Families of bipolar children have made all sorts of creative arrangements to balance their child’s needs with the family’s financial needs. These include staggering work schedules (one parent works nights, one works days; one parent works part-time and weekends only while the other works full-time), two parents working part-time so that one is always home, exploring options for working at home and/or self-employment, and making permanent childcare arrangements with grandparents or other family members.
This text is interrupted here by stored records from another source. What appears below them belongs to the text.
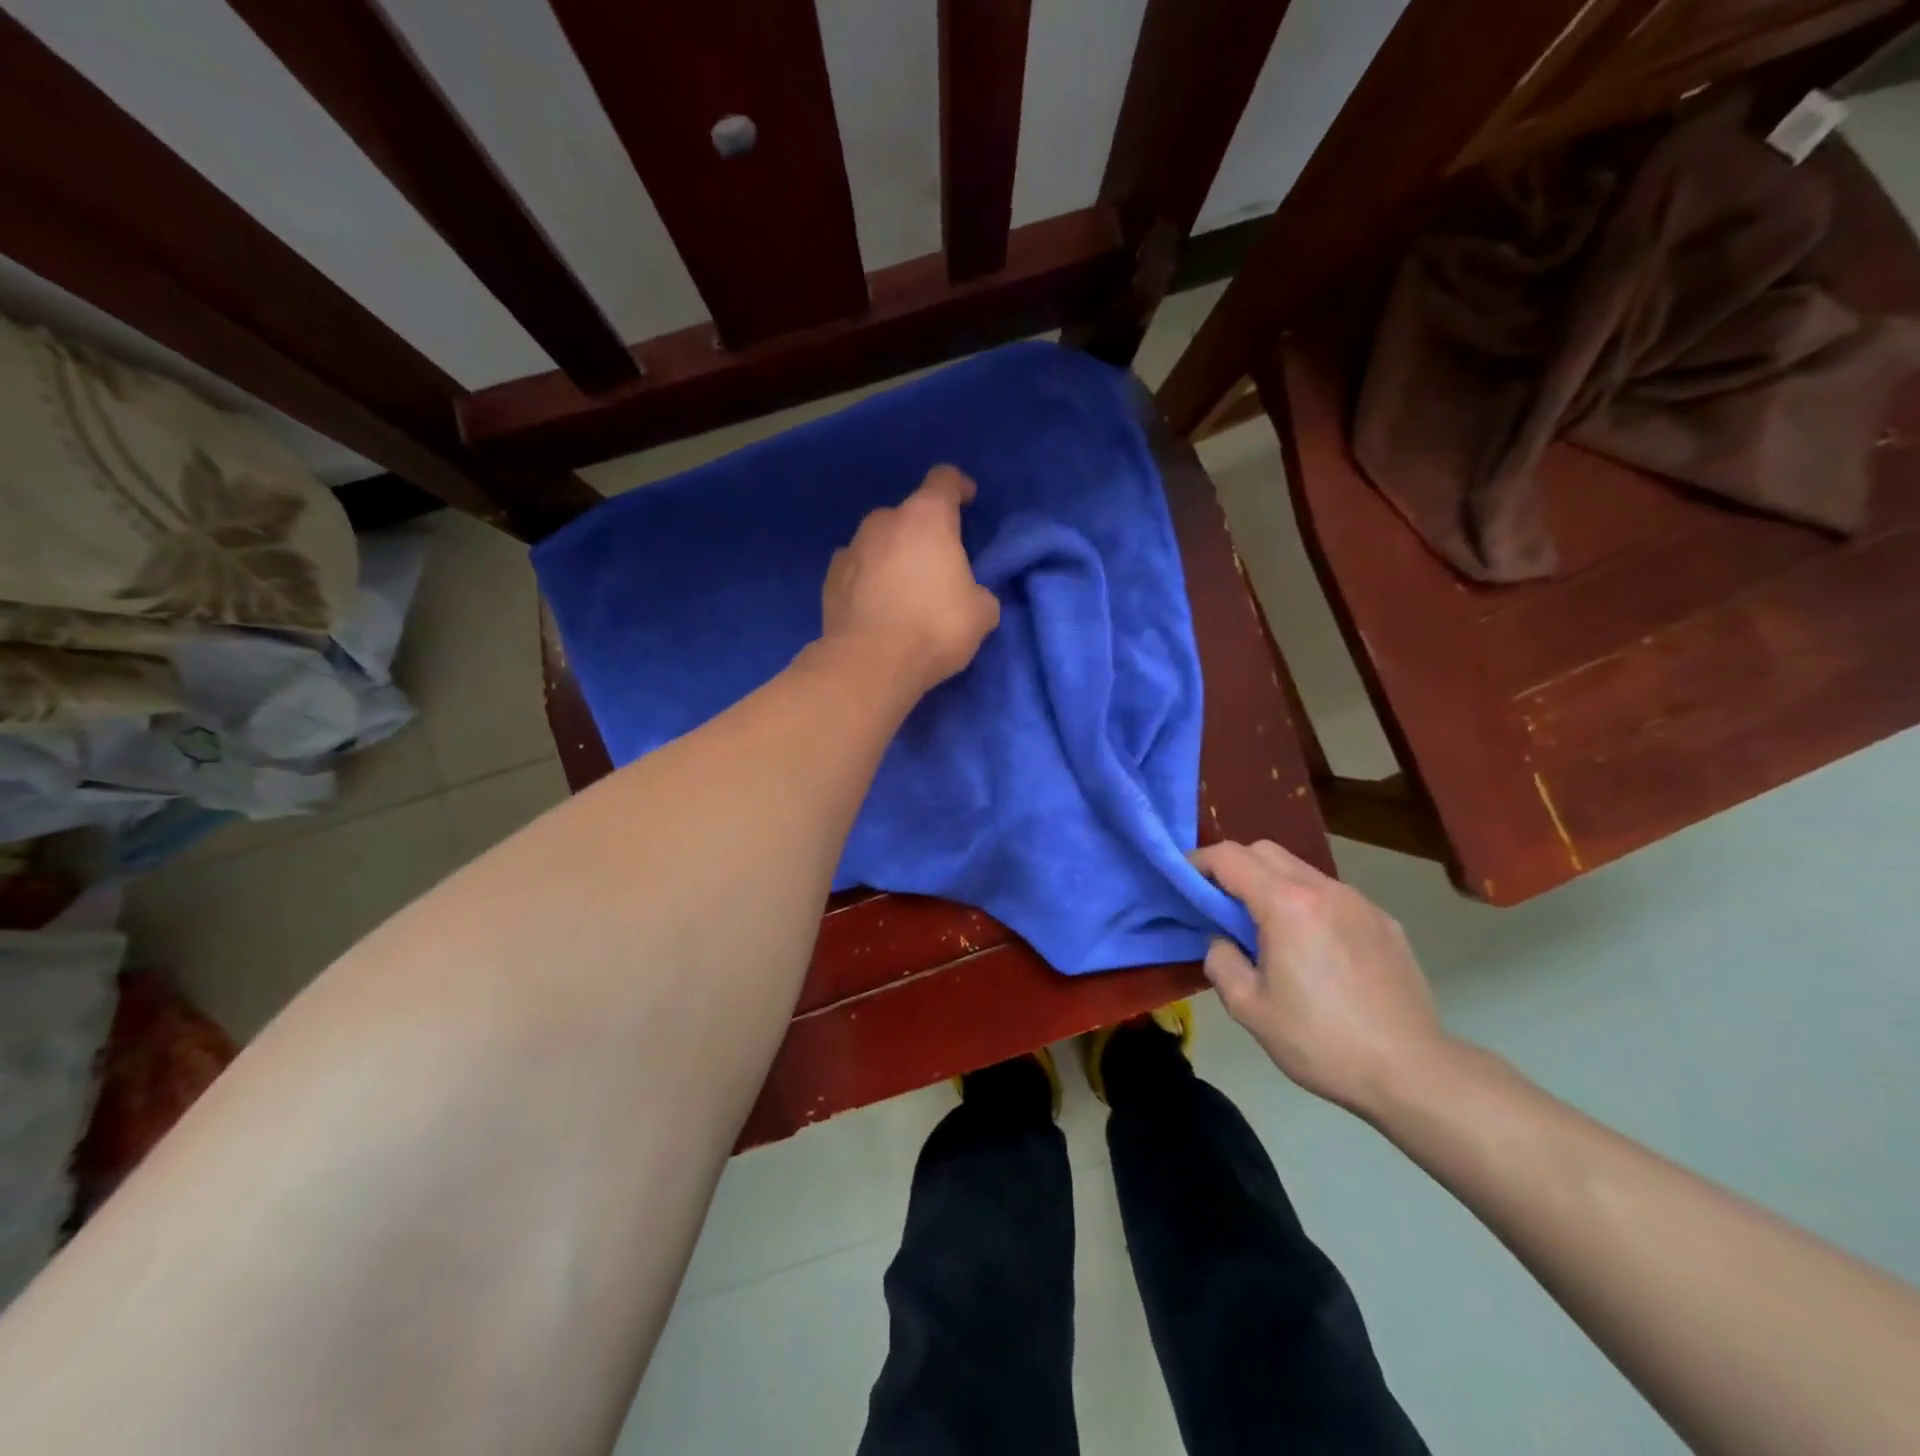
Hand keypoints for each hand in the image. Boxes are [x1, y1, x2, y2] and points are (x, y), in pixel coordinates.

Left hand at [822, 465, 1000, 695]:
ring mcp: (851, 548)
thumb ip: (979, 592)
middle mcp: (884, 522)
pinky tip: (875, 605)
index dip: (959, 487)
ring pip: (878, 542)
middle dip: (923, 533)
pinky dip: (867, 580)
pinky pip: (856, 569)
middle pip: (908, 515)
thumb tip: (971, 596)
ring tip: (903, 589)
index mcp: (926, 518)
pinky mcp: (829, 579)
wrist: (870, 664)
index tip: (968, 501)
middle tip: (937, 564)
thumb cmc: (934, 628)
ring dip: (892, 556)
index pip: (944, 480)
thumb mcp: (981, 613)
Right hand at [1190, 839, 1452, 1116]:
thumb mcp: (1248, 1008)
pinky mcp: (1383, 922)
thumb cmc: (1320, 1041)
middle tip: (1219, 904)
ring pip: (1300, 870)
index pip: (1229, 858)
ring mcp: (1359, 902)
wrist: (1412, 1072)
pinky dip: (1307, 904)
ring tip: (1266, 928)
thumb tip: (1222, 940)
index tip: (1182, 880)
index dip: (1198, 862)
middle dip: (1233, 866)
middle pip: (1265, 851)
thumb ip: (1221, 961)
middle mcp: (1323, 889)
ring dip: (1271, 884)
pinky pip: (1332, 895)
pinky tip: (1313, 948)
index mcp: (1285, 904)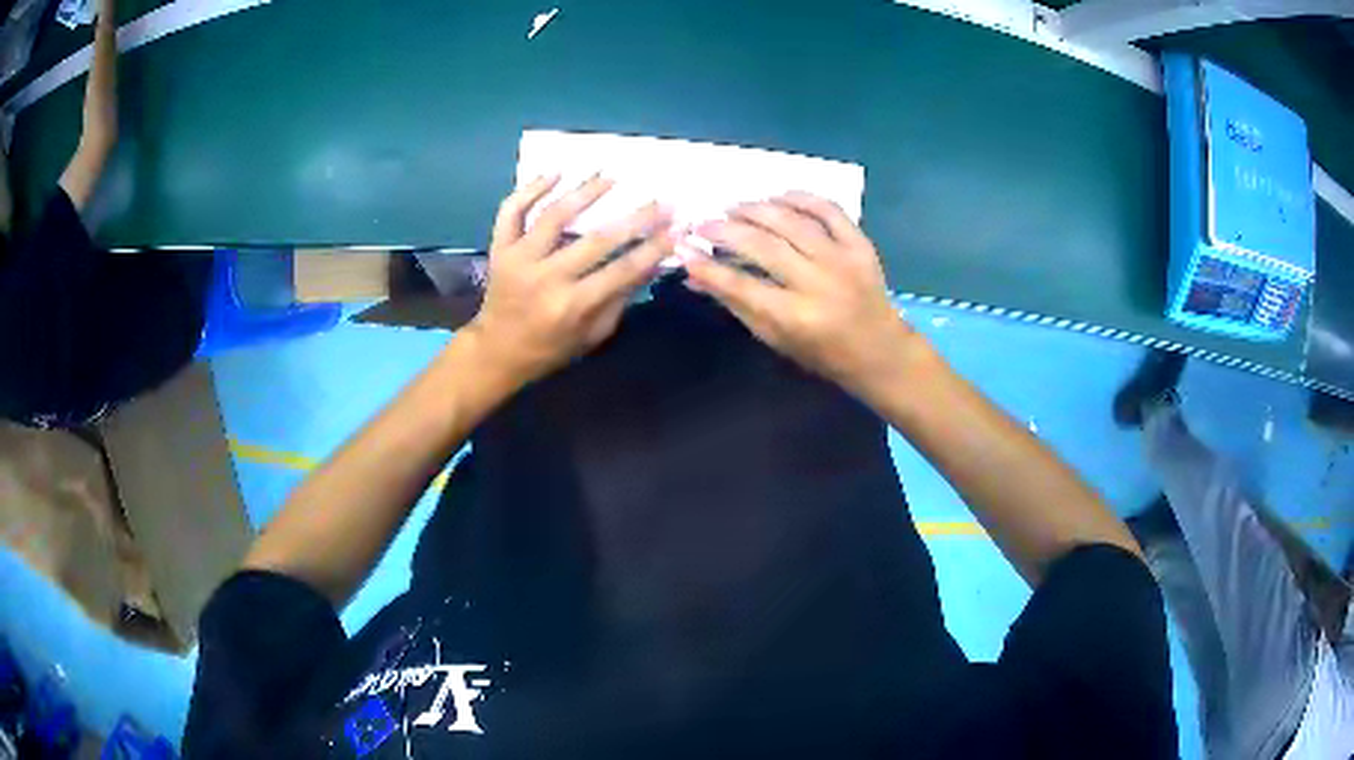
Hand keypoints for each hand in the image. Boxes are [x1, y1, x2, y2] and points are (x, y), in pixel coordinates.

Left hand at [467, 175, 673, 387]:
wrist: (496, 351)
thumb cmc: (550, 347)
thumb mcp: (592, 334)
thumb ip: (620, 298)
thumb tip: (653, 263)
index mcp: (571, 306)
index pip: (621, 270)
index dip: (651, 248)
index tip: (675, 229)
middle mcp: (546, 278)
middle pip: (596, 240)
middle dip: (634, 218)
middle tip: (659, 200)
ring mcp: (519, 259)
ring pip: (554, 216)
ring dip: (585, 192)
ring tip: (610, 175)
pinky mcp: (500, 248)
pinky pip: (512, 212)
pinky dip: (529, 189)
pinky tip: (555, 173)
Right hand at [682, 192, 921, 397]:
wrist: (879, 350)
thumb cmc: (822, 353)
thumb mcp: (775, 339)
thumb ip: (736, 304)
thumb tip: (695, 275)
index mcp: (796, 317)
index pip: (741, 286)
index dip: (708, 267)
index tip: (683, 250)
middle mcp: (819, 285)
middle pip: (764, 247)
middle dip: (726, 231)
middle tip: (703, 223)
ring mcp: (843, 261)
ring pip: (793, 222)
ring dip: (757, 209)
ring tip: (734, 207)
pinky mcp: (860, 245)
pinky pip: (830, 210)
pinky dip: (802, 198)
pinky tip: (778, 195)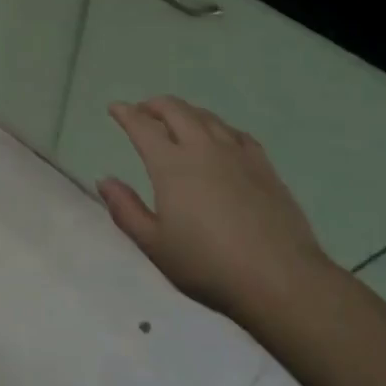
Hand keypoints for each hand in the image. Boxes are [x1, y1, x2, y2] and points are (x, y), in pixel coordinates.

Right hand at [98, 97, 336, 326]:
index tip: (115, 108)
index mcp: (171, 164)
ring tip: (176, 120)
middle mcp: (202, 148)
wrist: (280, 280)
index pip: (142, 126)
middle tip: (142, 111)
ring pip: (206, 117)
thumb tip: (105, 180)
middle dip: (154, 105)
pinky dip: (218, 127)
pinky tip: (220, 138)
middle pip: (175, 110)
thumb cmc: (208, 265)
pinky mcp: (264, 166)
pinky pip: (236, 133)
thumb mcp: (155, 245)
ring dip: (185, 112)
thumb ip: (126, 210)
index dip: (125, 113)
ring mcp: (236, 154)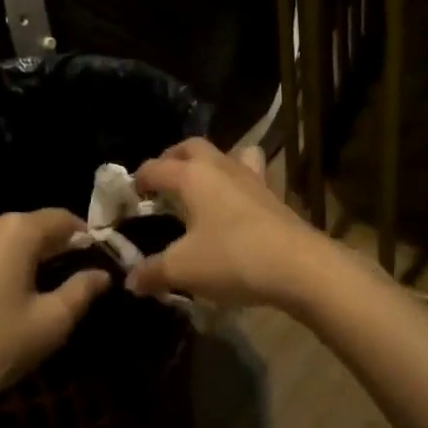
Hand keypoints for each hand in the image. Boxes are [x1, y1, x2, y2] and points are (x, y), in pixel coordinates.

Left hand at [0, 210, 109, 420]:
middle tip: (66, 281)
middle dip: (50, 249)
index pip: (62, 219)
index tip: (96, 260)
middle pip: (29, 227)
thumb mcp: (50, 323)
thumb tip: (101, 274)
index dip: (84, 238)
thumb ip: (82, 290)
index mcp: (15, 230)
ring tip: (27, 294)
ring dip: (18, 259)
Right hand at [126, 139, 334, 306]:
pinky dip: (236, 182)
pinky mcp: (272, 195)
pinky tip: (234, 205)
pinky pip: (250, 175)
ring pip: (227, 154)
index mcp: (192, 176)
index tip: (128, 197)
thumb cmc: (233, 258)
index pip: (156, 167)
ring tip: (199, 185)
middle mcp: (220, 167)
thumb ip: (153, 272)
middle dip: (172, 158)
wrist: (299, 266)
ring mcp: (251, 178)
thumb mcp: (183, 270)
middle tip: (161, 181)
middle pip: (191, 147)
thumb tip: (131, 281)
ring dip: (209, 163)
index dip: (138, 180)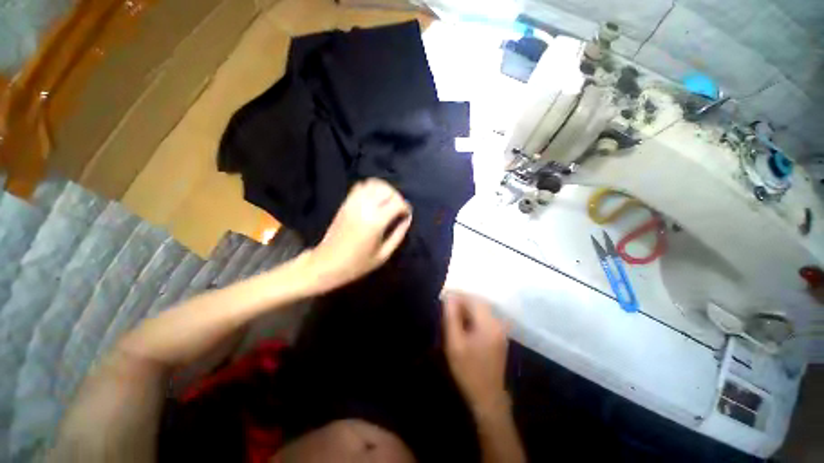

–Stephanie, mother of Cassidy
Single parents have the most difficult time with this, of course, and public assistance has unfortunately become less of an option. Some single parents whose extended families or former partners have not been willing or able to help have banded together to share childcare chores, sometimes even sharing a home with another single mom or dad. Others have found ways to ensure reliable, safe after-school care through school-based programs or community resources.